With its virtual keyboard and fantastic writing surface, the Yoga Book could be the blueprint for future laptops.
When Lenovo first announced its fancy new 2-in-1 Yoga Book at IFA in September 2016, I got a little caught up in the mad rush of excitement. “Hybrid of the future” claims were bandied about the office, and I was in full agreement. After all, this is a device that looks truly different to everything else. Now that it’s here in my hands, I’m pleased to say Lenovo has created a unique hybrid worthy of the hype.
For starters, there’s no physical keyboard. Instead, there’s a virtual one with illuminated, futuristic-looking keys that appear as though they’ve been pulled straight from an episode of Black Mirror. They vibrate when you tap them, giving a reassuring sense of haptic feedback as you type.
This isn’t a mere aesthetic touch, as the Yoga Book’s real party trick is its ability to turn that virtual keyboard into an electromagnetic resonance (EMR) writing surface, allowing you to draw or scribble down notes with its bundled stylus. Simply press the small stylus button in the top-right corner and the illuminated keys disappear, leaving plenty of room to play.
It’s incredibly versatile, and the lack of physical keys helped Lenovo to pare back the Yoga Book’s aluminium-magnesium-alloy chassis to a mere 9.6mm when closed, making it the world’s thinnest hybrid (or so Lenovo claims). At only 690g, the Yoga Book won’t weigh down your bag during travel either.
A new way of typing
Admittedly, typing is a little awkward to start: it feels like you’re learning to type for the first time. I wrote this review using the Yoga Book’s keyboard, and while the first draft was riddled with typos and mistakes, I soon wrestled it into submission. Just don’t expect to type very fast, as I found it couldn’t keep up the pace when I began to increase my overall typing speed.
Theoretically, typing on the Yoga Book should improve over time, as Lenovo says it has artificial-learning software built in. I didn’t see much evidence of this taking effect during my testing period, but it should learn exactly where your fingers land when you hit certain keys and adjust its active key area accordingly. For instance, if you always hit the spacebar below the defined area on the keyboard, the Yoga Book should remember that and still register the keypress.
Turn off the keyboard, though, and the Yoga Book excels as a proper note-taking device. Using the supplied “Real Pen” stylus to draw and take notes feels perfectly natural, with near-perfect precision thanks to the pen’s 2,048 levels of pressure sensitivity.
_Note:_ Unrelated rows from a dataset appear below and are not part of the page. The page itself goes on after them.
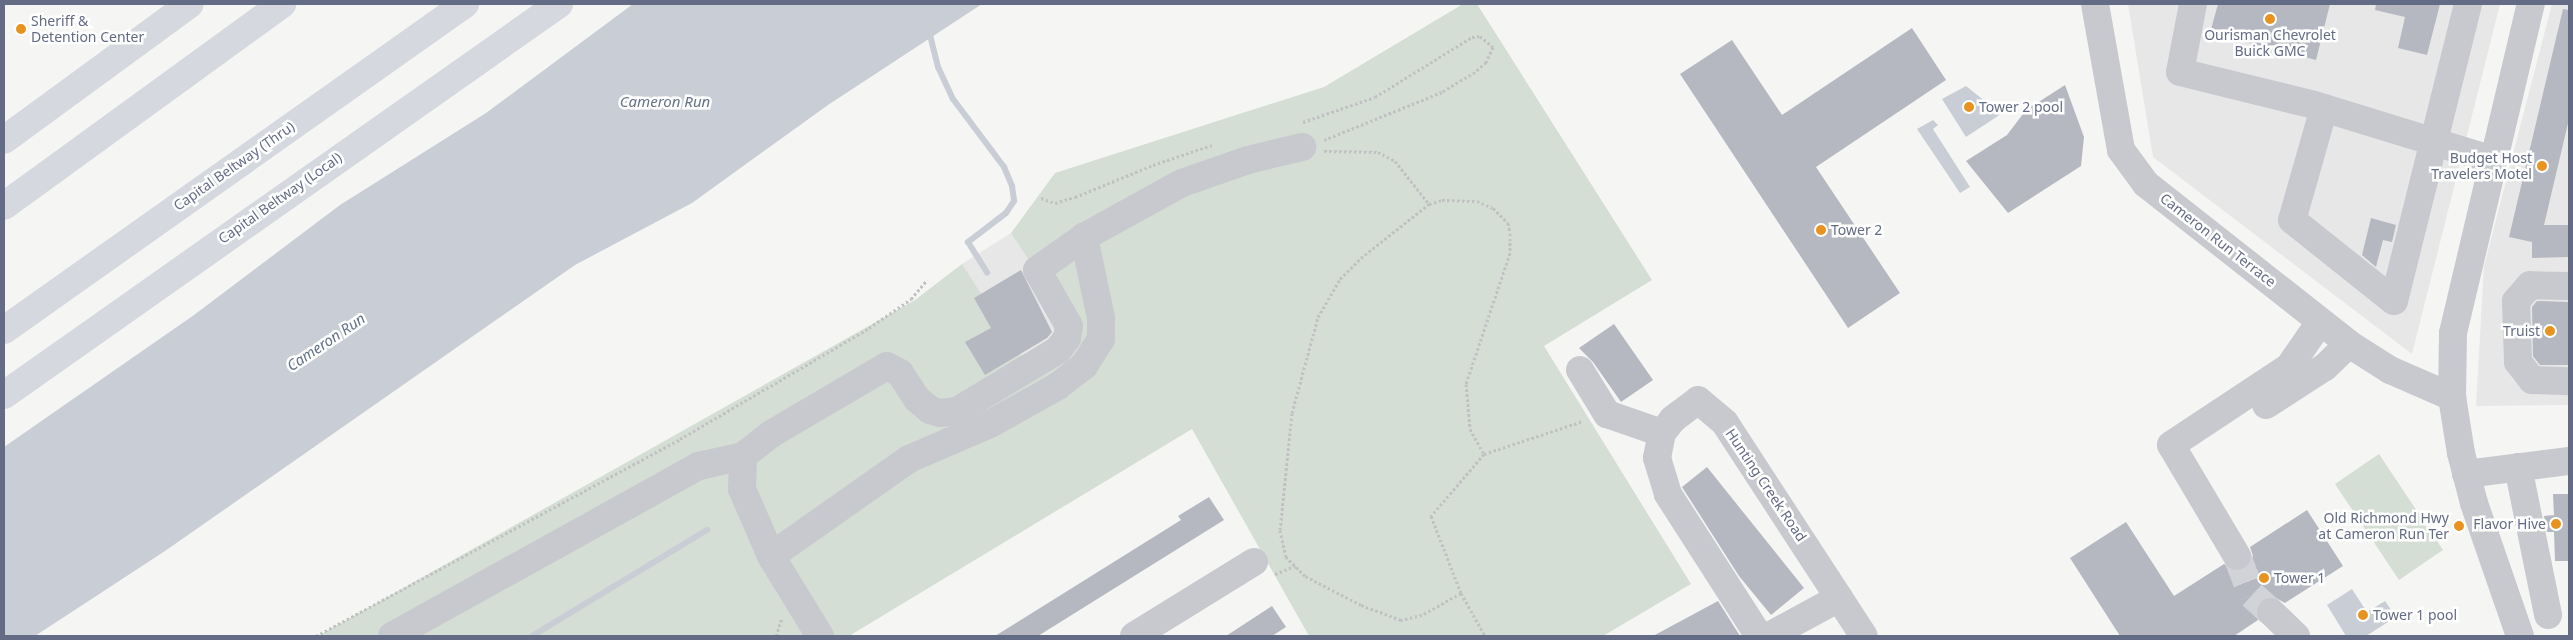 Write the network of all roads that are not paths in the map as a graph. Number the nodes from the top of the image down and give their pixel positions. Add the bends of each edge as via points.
1 (190, 4) edge
2 (282, 4) edge
3 (465, 4) edge
4 (559, 4) edge
5 (2095, 4) edge
6 (2193, 4) edge
7 (2468, 4) edge
8 (2531, 4) edge
9 (2324, 108) junction
10 (4, 140) edge
11 (2432, 142) junction
12 (1302, 147) road end
13 (2493, 160) junction
14 (4, 206) edge
15 (1084, 237) junction
16 (2569, 286) edge
17 (2320, 322) junction
18 (4, 330) edge
19 (2348, 344) junction
20 (1580, 370) dead end
21 (2526, 371) junction
22 (2569, 371) edge
23 (2569, 380) edge
24 (4, 395) edge
25 (2452, 397) junction
26 (1662, 433) junction
27 (2176, 452) junction
28 (742, 456) junction
29 (2569, 461) edge
30 (2518, 467) junction
31 (2466, 474) junction
32 (771, 556) junction
33 (2237, 556) tunnel mouth
34 (1254, 562) dead end
35 (1839, 598) junction
36 (2271, 612) tunnel mouth
37 (2559, 614) edge
38 (2517, 628) edge
39 (392, 636) edge
40 (820, 636) edge
41 (1134, 636) edge
42 (1759, 636) edge
43 (1769, 636) edge
44 (1864, 636) edge
45 (2296, 636) edge

1 - 10 highway
2 - 14 highway
3 - 18 highway, Capital Beltway (Thru)
4 - 24 highway, Capital Beltway (Local)
5 - 17 street, Cameron Run Terrace via 2116,131 2127,163 2146,184
6 - 9 street via 2180,72
7 - 11 street
8 - 13 street
9 - 11 street
9 - 11 street via 2292,220 2394,301
11 - 13 street
12 - 15 street via 1248,160 1182,183
13 - 25 street via 2453,333
15 - 28 street via 1037,270 1068,326 1067,338 1058,350 957,411 940,413 930,410 917,399 900,372 888,366 770,434
15 - 32 street via 1101,318 1101,339 1084,366 1058,386 990,424 909,459
16 - 21 street via 2530,285 2516,301 2518,362
17 - 19 street, Cameron Run Terrace
17 - 27 street via 2289,368
19 - 25 street, Cameron Run Terrace via 2390,370
19 - 27 street via 2318,372
20 - 26 street via 1607,414
21 - 22 street
21 - 23 street via 2532,380
25 - 31 street
26 - 35 street, Hunting Creek Road via 1673,419 1698,400 1724,423
26 - 42 street via 1657,458 1668,494
27 - 33 street
28 - 32 street via 742,489
28 - 39 street via 699,466
29 - 30 street
30 - 31 street
30 - 37 street
31 - 38 street
32 - 40 street
34 - 41 street
35 - 43 street
35 - 44 street, Hunting Creek Road
36 - 45 street
37 - 38 street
I much prefer it to writing directly onto glass, and the keyboard’s built-in palm rejection means you can naturally rest your hand on it without making any random marks on the page.
It’s strikingly similar to Wacom’s Bamboo Spark notepad, which also uses an EMR surface to track individual pen strokes on a pad of paper before turning them into digital notes to view on your phone or tablet. Here, you get the added benefit of seeing exactly what you’re writing on the screen above.
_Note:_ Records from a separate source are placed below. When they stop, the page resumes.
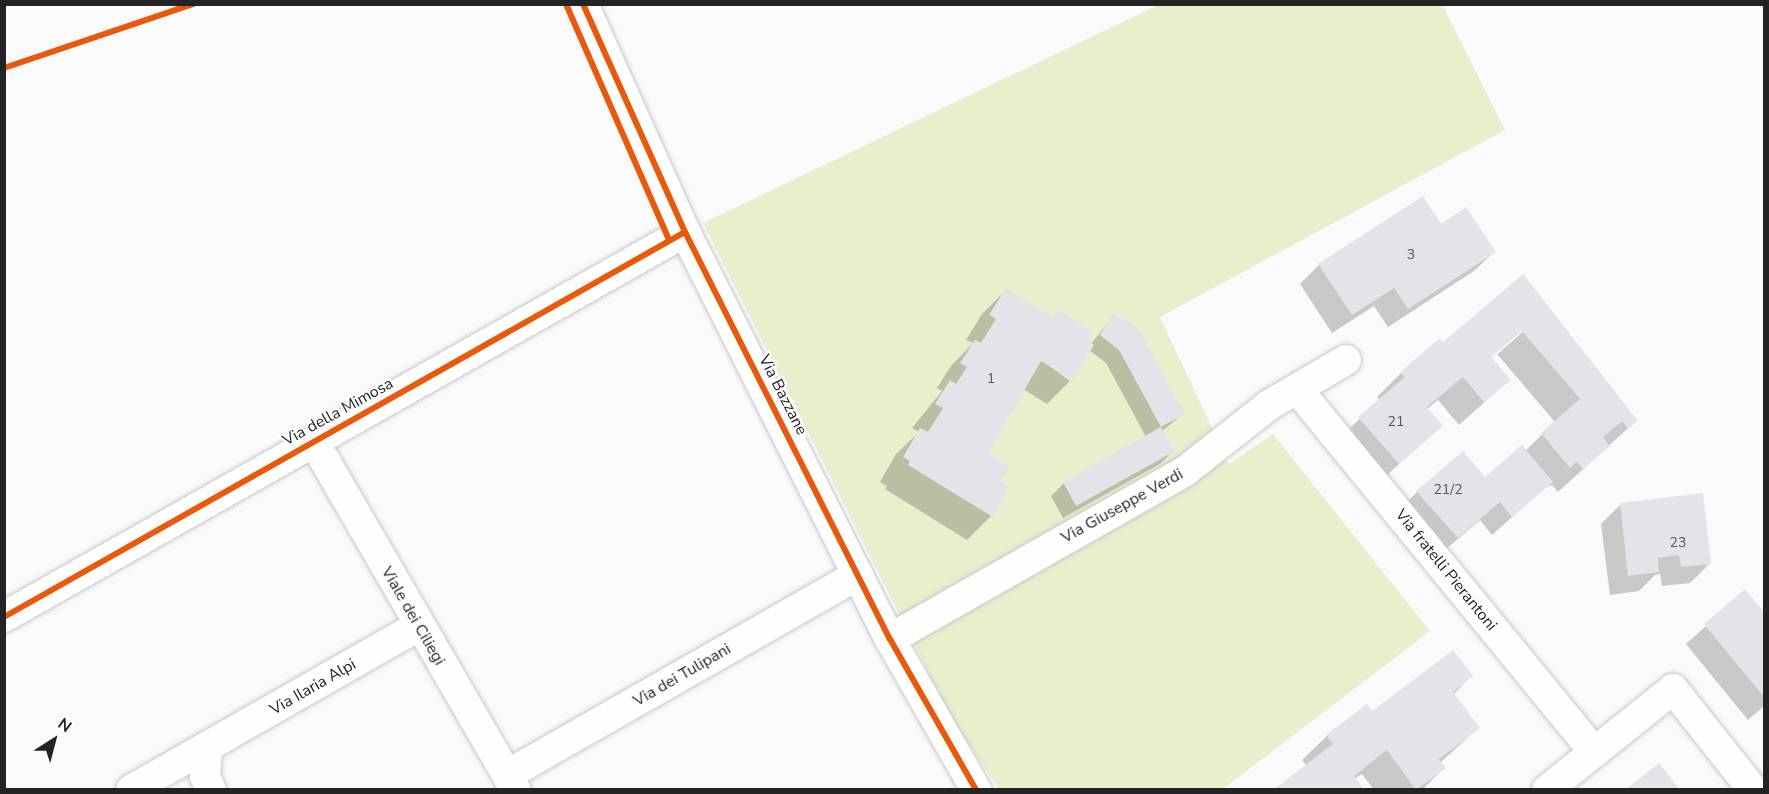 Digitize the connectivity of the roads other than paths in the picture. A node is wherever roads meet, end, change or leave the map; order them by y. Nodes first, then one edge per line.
1 (583, 4) edge
2 (685, 232) junction
3 (1346, 360) dead end
4 (1298, 390) junction
5 (314, 442) junction
6 (858, 575) junction
7 (4, 616) edge
8 (418, 626) junction
9 (890, 639) junction
10 (207, 747) junction
11 (1594, 750) junction
12 (511, 782) edge
13 (131, 789) edge
14 (211, 789) edge
15 (976, 789) edge
16 (1547, 789) edge
17 (1753, 789) edge

1 - 2 street, Via Bazzane
2 - 5 street, Via della Mimosa
2 - 6 street, Via Bazzane
3 - 4 street, Via Giuseppe Verdi
4 - 9 street, Via Giuseppe Verdi
4 - 11 street, Via fratelli Pierantoni
5 - 7 street, Via della Mimosa
5 - 8 street, Viale dei Ciliegi
6 - 9 street, Via Bazzane
6 - 12 street, Via dei Tulipani
8 - 10 street, Via Ilaria Alpi
8 - 12 street, Viale dei Ciliegi
9 - 15 street, Via Bazzane
10 - 13 street, Via Ilaria Alpi
10 - 14 street
11 - 16 street
11 - 17 street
Another really attractive feature of the Yoga Book is its bundled magnetic clip. This allows you to clip any old A5 notebook to the surface and still take notes using the supplied pen, giving you both a physical version and a digital copy to share with friends or colleagues. In the Android model I was sent for review, all my notes were instantly saved into Lenovo’s proprietary Custom note-saving app, but the Windows version automatically saves everything into OneNote, allowing you to access it instantly from any Windows device via the cloud. This is by far the best way to use the Yoga Book, and is perfect for the frequent minute-takers who need both physical and digital copies of important notes.
Lenovo hasn’t done quite so well with its display. Despite the 10.1in, 1,920 x 1,200 panel’s surprisingly high maximum brightness of 422cd/m2, its overall colour accuracy was lacking, covering only 81.2% of the sRGB colour gamut. This makes it a poor fit for serious graphics work, but considering this hybrid’s price of $799, it’s churlish to be too harsh.
Both the Android and Windows 10 Pro version of the Yoga Book come with the same specs. This includes a quad-core 1.44GHz Intel Atom x5-Z8550 processor, able to boost up to 2.4GHz when necessary, with 4GB of RAM. It isn’t a fast combination, but it’s more than enough for light computing tasks on the move.
In Geekbench 4, for instance, the Yoga Book scored 3,222 in the multicore test and 1,162 in the single-core test. This is on the low side for a laptop, but should serve you well for general use. In practice, I didn’t have any noticeable issues when zipping around multiple applications; only with the keyboard struggling to recognise fast key presses on occasion.
Graphics performance is good rather than great, with an average of 19fps in the GFXBench Manhattan 3 onscreen test – that’s on a par with last year’s flagship smartphones. In practice, running Sky Force Reloaded was a little problematic, with the occasional drastic FPS dip when the action became a little too frenetic, but simpler games such as Threes ran perfectly.
Battery life is pretty good. With the screen brightness set to our standard measurement of 170cd/m2, the Yoga Book lasted 7hrs 22mins in our continuous video playback test, giving a decent day’s use away from the mains.
A natural downside of having such a thin device is its sheer lack of ports. Still, the Yoga Book squeezes in a micro-USB port, a micro-HDMI output and a 3.5mm headphone jack. Naturally, Lenovo also includes 802.11ac wireless and Bluetooth 4.
A final note
Despite a couple of niggles, the Yoga Book is an exceptional note-taking device that, for $799, does an excellent job of bridging the gap between laptop, tablet and notebook. Lenovo should be applauded for pushing the boundaries here, and it feels like a step forward over the torrents of Surface and Surface Pro-alikes I’ve seen stream into the labs over the past 18 months.
You also get more for your money than the now rather elderly Surface 3, as you’ll need to spend more to get the keyboard and stylus – both of which come as standard with the Yoga Book. I’d be more inclined to spend an extra $200 for the Windows version of the Yoga Book over the Android model on test here, but the Android version is a great fit for those who regularly use Google Docs.
My only note of caution is that, from past experience with this combination of Atom processor and 4GB of RAM, Windows 10 will on occasion seem sluggish. Still, if you’re willing to make speed and keyboard sacrifices for all the benefits that come in return, then the Yoga Book is the device for you.